> **GOAL OF THE EXERCISE**: Give the listing again word for word. Skip the pictures.

> **DATA FOR THIS TASK**:
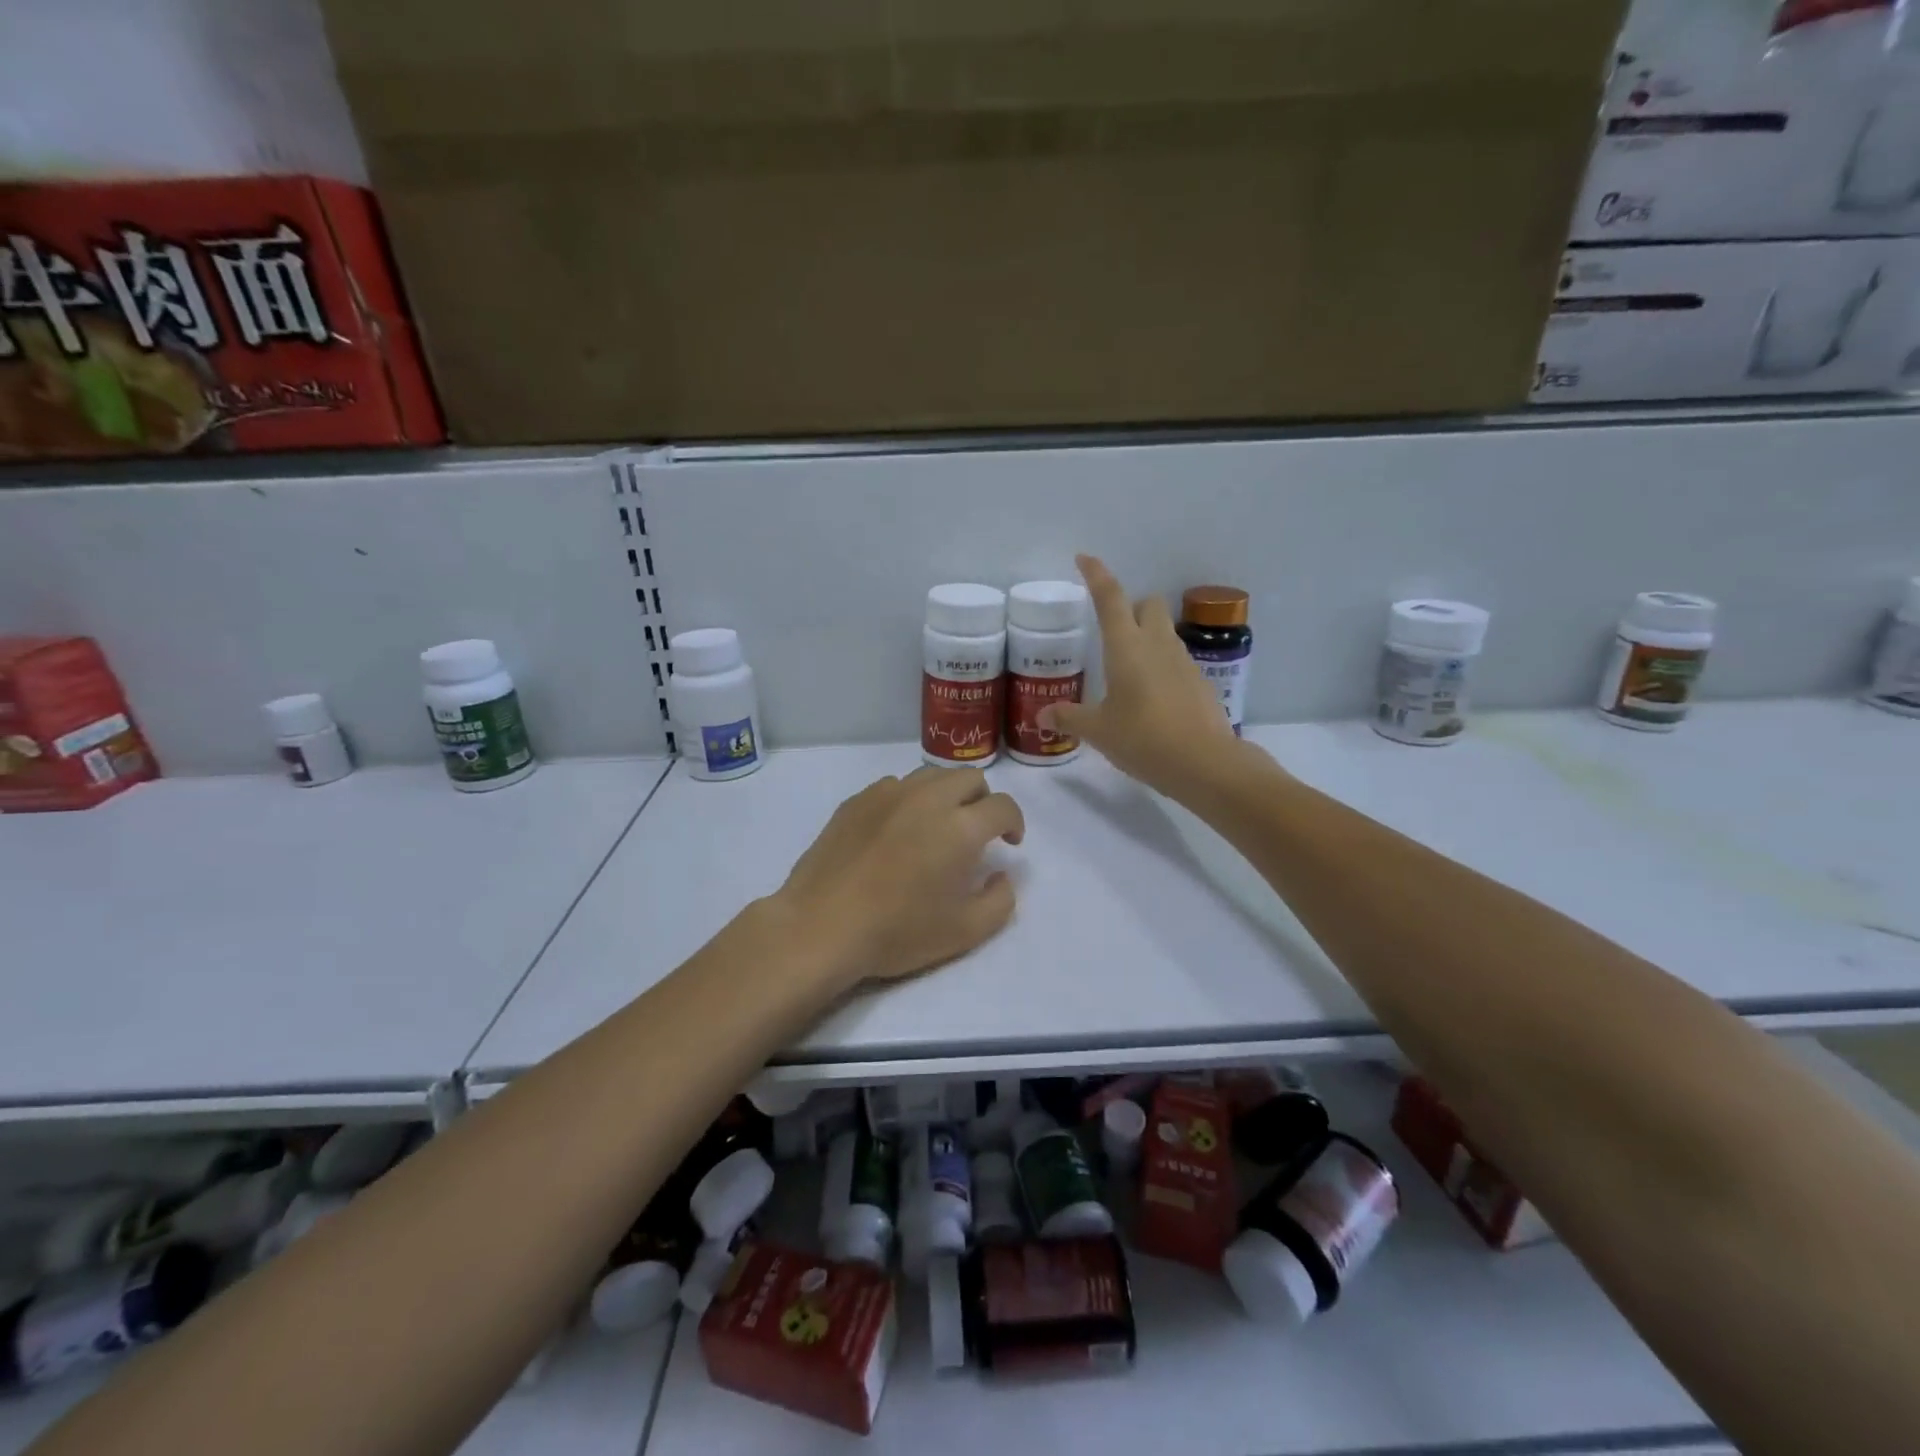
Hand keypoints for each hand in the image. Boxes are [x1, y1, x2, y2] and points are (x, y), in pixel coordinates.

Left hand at [769, 767, 1024, 991]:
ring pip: (931, 775)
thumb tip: (1002, 874)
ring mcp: (888, 793)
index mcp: (960, 827)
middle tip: (976, 832)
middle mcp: (928, 798)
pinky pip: (895, 785)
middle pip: (969, 777)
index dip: (1014, 822)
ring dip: (947, 794)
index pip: (1003, 806)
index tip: (1009, 842)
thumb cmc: (897, 932)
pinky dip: (909, 799)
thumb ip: (1000, 900)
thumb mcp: (965, 932)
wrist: (821, 926)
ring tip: (937, 826)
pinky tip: (897, 830)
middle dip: (983, 800)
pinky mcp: (857, 800)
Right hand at [1041, 554, 1246, 798]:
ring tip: (1128, 672)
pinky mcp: (1200, 682)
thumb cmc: (1143, 738)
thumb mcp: (1098, 731)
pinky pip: (1176, 661)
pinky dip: (1162, 668)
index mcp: (1127, 646)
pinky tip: (1152, 699)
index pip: (1110, 597)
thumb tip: (1043, 714)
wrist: (1204, 763)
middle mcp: (1157, 644)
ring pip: (1165, 632)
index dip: (1096, 575)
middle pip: (1148, 604)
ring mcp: (1183, 662)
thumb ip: (1069, 718)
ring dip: (1147, 638)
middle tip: (1112, 634)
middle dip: (1131, 608)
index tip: (1085, 558)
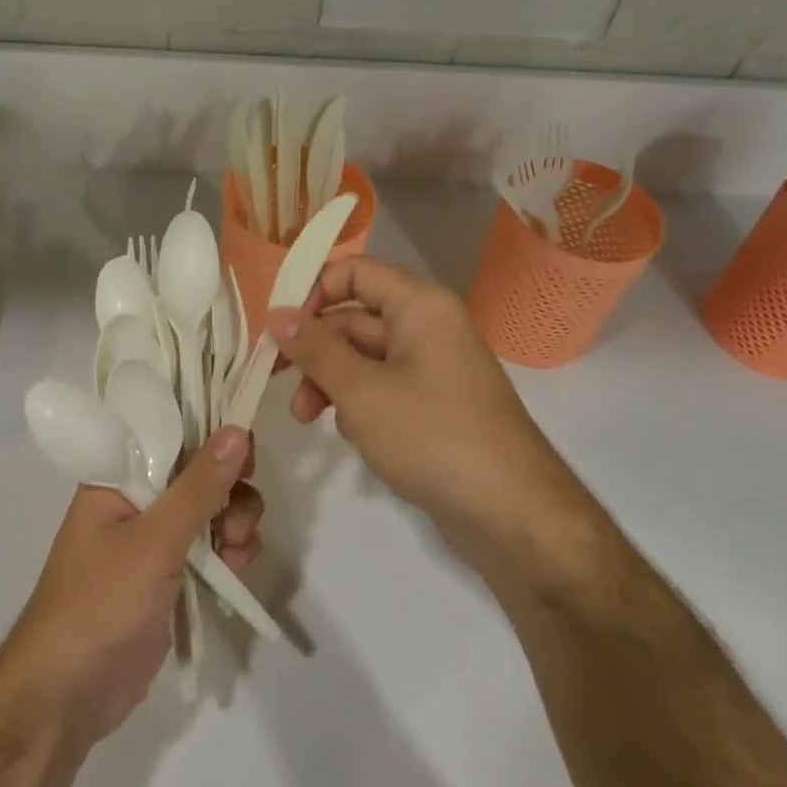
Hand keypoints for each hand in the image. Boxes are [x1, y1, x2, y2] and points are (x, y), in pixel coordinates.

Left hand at [0, 428, 262, 744]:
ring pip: (210, 509)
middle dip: (229, 488)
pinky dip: (229, 551)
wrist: (68, 695)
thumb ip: (198, 486)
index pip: (171, 433)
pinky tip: (236, 568)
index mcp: (117, 477)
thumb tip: (237, 430)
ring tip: (235, 550)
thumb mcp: (153, 540)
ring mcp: (153, 539)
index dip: (211, 435)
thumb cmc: (100, 602)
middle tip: (239, 513)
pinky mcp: (169, 575)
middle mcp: (136, 499)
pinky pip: (209, 546)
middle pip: (198, 471)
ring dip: (234, 521)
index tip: (245, 452)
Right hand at [267, 257, 596, 568]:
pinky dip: (356, 404)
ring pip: (363, 357)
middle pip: (354, 317)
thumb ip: (315, 349)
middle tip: (273, 378)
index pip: (355, 272)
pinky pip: (382, 388)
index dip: (313, 291)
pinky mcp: (433, 407)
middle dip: (313, 348)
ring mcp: (432, 369)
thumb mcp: (362, 391)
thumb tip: (276, 314)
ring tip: (304, 418)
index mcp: (420, 306)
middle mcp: (428, 327)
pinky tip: (347, 435)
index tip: (276, 327)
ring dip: (329, 380)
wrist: (512, 514)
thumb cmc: (433, 436)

> **RESULT**:
Hand keypoints for each hand in the image. Boxes are [x1, y1, x2, y2] and points are (x, y), in pixel coordinates.

Left hand at [769, 767, 1024, 991]:
ring pip: (931, 775)
thumb tip: (1002, 874)
ring mcp: (888, 793)
index mcp: (960, 827)
middle tip: (976, 832)
middle mcp: (928, 798)
pinky pip: (895, 785)
middle pip: (969, 777)
index dip: (1014, 822)
ring dip: (947, 794)
index pip: (1003, 806)
index tip: (1009, 842)
thumb cmc: (897, 932)
pinky dip: (909, 799)
thumb ip: (1000, 900)
thumb mcp: (965, 932)
wrist: (821, 926)
ring tip: (937, 826)
pinky tip: (897, 830)
middle dip: (983, 800)
pinky mcp: (857, 800)
Right hand at [1041, 554, 1246, 798]:
ring tip: (1128, 672)
pinky mcp: (1200, 682)
thumb cmc: (1143, 738)
thumb mcp: (1098, 731)
pinky pip: (1176, 661)
pinky dip: (1162, 668)
index mcp: (1127, 646)
pinky tip: (1152, 699)
index pip: (1110, 597)
thumb tip: (1043, 714)
wrist: (1204, 763)
middle mcp: (1157, 644)
ring pip: (1165, 632)
index dip: (1096, 575)
middle pip: (1148, 604)
ring mcp: (1183, 662)
thumb ip: (1069, 718)
ring dip: (1147, 638)
middle tip: (1112, 634)
middle dip: (1131, 608)
index tip: (1085, 558)
Hand keypoints for each hand in the image. Boxes are [x1, y1, x2, y2] and points are (x, y), in pixel coordinates.

Left hand at [0, 428, 262, 744]:
ring pip: (210, 509)
middle dip: (229, 488)
pinky dip: (229, 551)
wrist: (68, 695)
thumb ip: (198, 486)
index pip: (171, 433)
pinky tip: (236, 568)
index mcp: (117, 477)
thumb tip: (237, 430)
ring tip: (235, 550)
thumb mcp: (153, 540)
ring mcp: (153, 539)
index dip: (211, 435)
thumb cmc: (100, 602)
middle tip: (239, 513)
pinky mcp: (169, 575)
middle mcp: (136, 499)
pinky pip: (209, 546)
middle pip: (198, 471)
ring dip: (234, 521)
index tip: (245, 452)
Right hand at [267, 257, 596, 568]:
pinky dip: (356, 404)
ring pip: (363, 357)
middle pip: (354, 317)
thumb ip: (315, 349)
middle tip: (273, 378)
index pip: (355, 272)
pinky pip: (382, 388)
index dip: (313, 291)
pinky mcp: (433, 407)
middle dip: (313, 348)
ring mcp: (432, 369)
thumb mcp: (362, 391)
thumb tip: (276, 314)
ring tip: (304, 418)
index mcp: (420, 306)
middle mcp: (428, 327)
pinky tip: (347, 435)
index tip: (276, 327)
ring dip: (329, 380)
wrist: (512, 514)
thumb cmc: (433, 436)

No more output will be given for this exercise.